■ Work order
Please return every line of the records below that contains the word "Ruplova".

■ Provided data
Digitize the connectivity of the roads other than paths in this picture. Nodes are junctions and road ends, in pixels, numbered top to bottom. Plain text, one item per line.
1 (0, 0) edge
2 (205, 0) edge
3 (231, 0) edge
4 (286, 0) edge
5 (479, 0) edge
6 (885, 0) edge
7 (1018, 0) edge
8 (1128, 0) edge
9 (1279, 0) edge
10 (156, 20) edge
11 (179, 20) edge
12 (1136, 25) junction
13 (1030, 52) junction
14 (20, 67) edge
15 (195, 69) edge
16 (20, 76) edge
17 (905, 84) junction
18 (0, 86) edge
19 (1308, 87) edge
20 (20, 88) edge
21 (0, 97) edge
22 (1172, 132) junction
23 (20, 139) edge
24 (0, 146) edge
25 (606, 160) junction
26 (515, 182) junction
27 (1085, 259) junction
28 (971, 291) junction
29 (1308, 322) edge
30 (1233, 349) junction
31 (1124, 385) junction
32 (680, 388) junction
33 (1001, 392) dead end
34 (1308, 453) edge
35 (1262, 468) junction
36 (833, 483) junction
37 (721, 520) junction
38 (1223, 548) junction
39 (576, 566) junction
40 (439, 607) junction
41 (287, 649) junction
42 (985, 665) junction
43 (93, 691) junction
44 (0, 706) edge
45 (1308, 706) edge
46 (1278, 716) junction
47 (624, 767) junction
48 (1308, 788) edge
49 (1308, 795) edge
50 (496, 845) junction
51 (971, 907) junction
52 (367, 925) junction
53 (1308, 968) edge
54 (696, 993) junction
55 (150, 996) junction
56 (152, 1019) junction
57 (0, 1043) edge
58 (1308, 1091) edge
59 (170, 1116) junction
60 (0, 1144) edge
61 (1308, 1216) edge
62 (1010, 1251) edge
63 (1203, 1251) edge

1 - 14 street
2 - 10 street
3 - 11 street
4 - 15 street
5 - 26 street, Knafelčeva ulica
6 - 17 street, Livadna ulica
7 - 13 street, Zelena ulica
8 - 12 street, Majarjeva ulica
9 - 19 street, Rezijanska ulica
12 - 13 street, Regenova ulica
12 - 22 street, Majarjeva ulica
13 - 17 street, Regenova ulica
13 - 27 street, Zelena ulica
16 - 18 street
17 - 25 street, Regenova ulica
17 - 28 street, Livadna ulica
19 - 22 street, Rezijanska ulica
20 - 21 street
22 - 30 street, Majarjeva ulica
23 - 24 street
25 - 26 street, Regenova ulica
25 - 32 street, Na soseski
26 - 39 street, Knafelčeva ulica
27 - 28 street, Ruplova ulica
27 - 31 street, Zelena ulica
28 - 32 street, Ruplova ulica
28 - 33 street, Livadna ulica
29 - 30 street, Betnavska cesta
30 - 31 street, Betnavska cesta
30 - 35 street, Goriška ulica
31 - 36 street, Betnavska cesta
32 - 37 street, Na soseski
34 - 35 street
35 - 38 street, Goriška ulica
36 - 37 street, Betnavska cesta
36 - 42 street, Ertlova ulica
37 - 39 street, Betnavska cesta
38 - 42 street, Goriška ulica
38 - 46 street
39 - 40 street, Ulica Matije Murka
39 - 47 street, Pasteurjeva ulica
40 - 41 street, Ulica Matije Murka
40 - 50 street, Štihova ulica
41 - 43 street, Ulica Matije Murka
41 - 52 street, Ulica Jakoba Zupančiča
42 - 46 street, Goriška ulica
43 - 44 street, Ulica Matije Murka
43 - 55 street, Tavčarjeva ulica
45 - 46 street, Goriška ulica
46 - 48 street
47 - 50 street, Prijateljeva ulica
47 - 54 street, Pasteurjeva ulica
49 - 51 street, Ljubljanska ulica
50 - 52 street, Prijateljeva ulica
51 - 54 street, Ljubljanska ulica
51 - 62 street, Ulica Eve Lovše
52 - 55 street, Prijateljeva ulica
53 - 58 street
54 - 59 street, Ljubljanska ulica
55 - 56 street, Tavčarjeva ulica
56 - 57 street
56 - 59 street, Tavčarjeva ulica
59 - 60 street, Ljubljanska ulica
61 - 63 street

■ Result
27 - 28 street, Ruplova ulica
28 - 32 street, Ruplova ulica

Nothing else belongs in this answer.